Friday, November 18, 2022

Pitfall (1948)

USA, 86 minutes
Director: Andre de Toth
Writers: Jay Dratler, Karl Kamb, William Bowers, Andre de Toth
Photography: Harry J. Wild
Music: Louis Forbes
Editor: Walter Thompson
Cast: Dick Powell, Lizabeth Scott, Jane Wyatt, Raymond Burr, Byron Barr, Ann Doran, Jimmy Hunt, John Litel

Pitfall does not rate even one star in my Halliwell’s film guide (“Modest suspenser, quite efficiently made,” it notes). But elsewhere film critic Andrew Sarris alphabetizes director Andre de Toth into his “Expressive Esoterica” list and specifically calls out Pitfall as one of his most interesting pictures. As a film noir, Pitfall assembles a lot of the basic familiar elements: a woman of undeserved reputation, her jailhouse boyfriend, a cynical insurance agent and the sinister private detective he uses, and an impossibly wholesome family out of midcentury movies and TV, featuring Jane Wyatt who would become more famous as the Mom in Father Knows Best.

Many are primarily fascinated in this movie by Lizabeth Scott, who plays Mona Stevens, the woman of reputation. Scott is a bit of a Hollywood cult figure at this point and it’s not hard to see why. She made sporadic appearances on TV shows like Burke’s Law, but her most famous roles are film noir or adjacent—Dead Reckoning with Humphrey Bogart, Too Late for Tears with Dan Duryea, The Strange Love of Martha Ivers with Barbara Stanwyck, etc. And I like her here too—a calculated woman of mystery, Scott brings a nice girl-next-door way about her while also somehow being sultry and inviting. But what tends to keep me coming back to Pitfall is the strange, unsettling, and simmering relationship between insurance agent John Forbes (Dick Powell) and the detective he throws work to, J.B. MacDonald, or “Mac” (Raymond Burr).


To be clear, the Powell role particularly is somewhat poorly focused, which may account for why Pitfall tends to be dismissed in some quarters, including by some fans of film noir. Forbes is a family man who’s bored with his life, wisecracking away the days and hours, but a right surly bastard when he’s in a mood, and not particularly a decent man (though I must say I enjoy the gentle but cutting way he mocks his kid). Mac brings out the worst in him. Plus Forbes is not above taking advantage of a lonely woman of reputation. He despises himself for doing it, but oh golly this woman. It’s just too hard not to take advantage of her. She’s right there. It’s depicted as a reasonably healthy relationship as clandestine affairs go—they enjoy boating together in the fresh air—but Forbes never does mention to Mona that he’s married until she discovers it on her own, which naturally brings on the long faces of film noir.

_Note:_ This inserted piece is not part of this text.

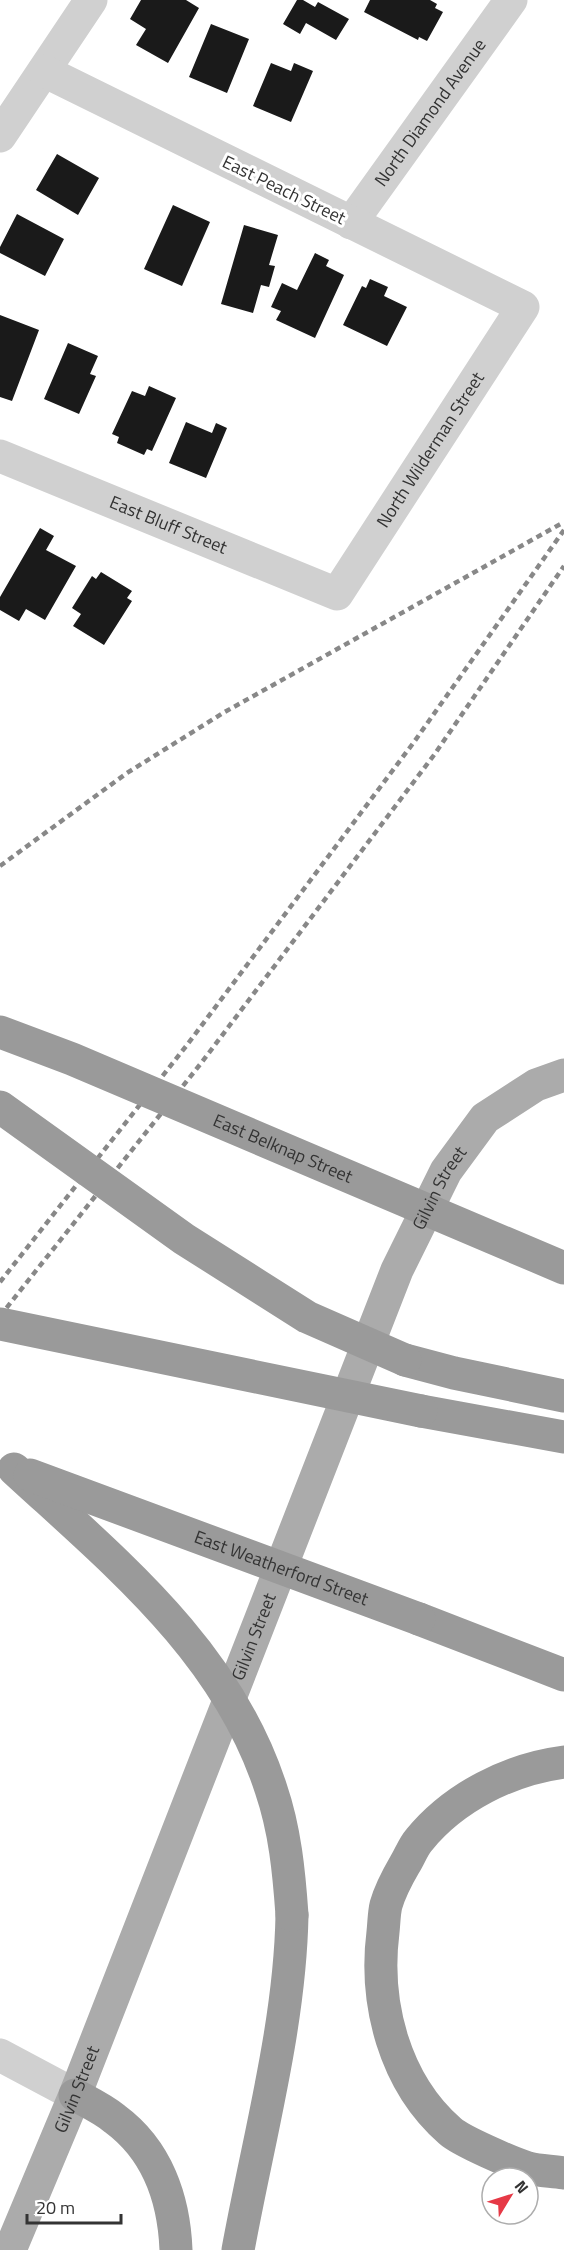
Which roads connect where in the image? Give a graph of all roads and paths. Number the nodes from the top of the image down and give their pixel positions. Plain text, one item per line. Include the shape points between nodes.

As it happens, Mac is also interested in Mona. In a nice turn of phrase, Mac says Mona is just what he told the doctor to order. And he doesn’t care whether anyone else is interested in her or even whether Mona is interested in him at all, which she’s not. He says, with a perfectly chilling self-confidence, that she’ll get used to him after a while and then everything will be fine. He is the irresistible force in this movie, seeking out his immovable object, moving on her implacably. Mona, of course, is the reason Mac and Forbes come into their conflict with one another. At least Mac is single, but his frightening air of menace keeps him from being sympathetic.

I think it’s important for boomers especially to remember that Raymond Burr was much better at being a scary heavy than in his role more familiar to us now as Perry Mason, TV’s wily plodding defense attorney who never lost a case (or maybe one in more than a hundred episodes?). Burr was perfectly effective in Rear Window, even in long shot viewed through binoculars. He plays Mac perfectly, at first appearing to be some kind of social misfit who’s good at his job. But all the women around him, including Forbes’s secretary, are repulsed by him. We finally see his true nature in full about a third of the way in, when he confronts Forbes and tells him to stay away from Mona.

In true film noir fashion, Forbes deserves this beating, of course, one of the most shocking and effective scenes in the picture. He’s an adulterer, after all. Later, when Forbes knocks Mac around some in another scene, it’s somehow not nearly as convincing, though I think the movie intends us to think so. Mac lives beyond any moral universe or imperative and slowly emerges as a genuine, frightening monster. Formerly a policeman, he’s invulnerable now to legal reprisals. He’s perfectly willing to blackmail or to extort with violence—whatever is easiest. His menace is the menace of zombies or fascism—slow-moving but never stopping.

There’s only one way to stop him and eventually someone manages it, but in a way that exacts the worst fate for everyone we care about in this movie. That includes Forbes’s son Tommy, who is completely ridiculous, because the kid playing him, Jimmy Hunt, seems to be incapable of acting and only shouts his part with abandon. That nightmare scene—nice try, kid. We hope even that ridiculous annoying kid gets the best in the end. Because a lot of people in Pitfall don’t.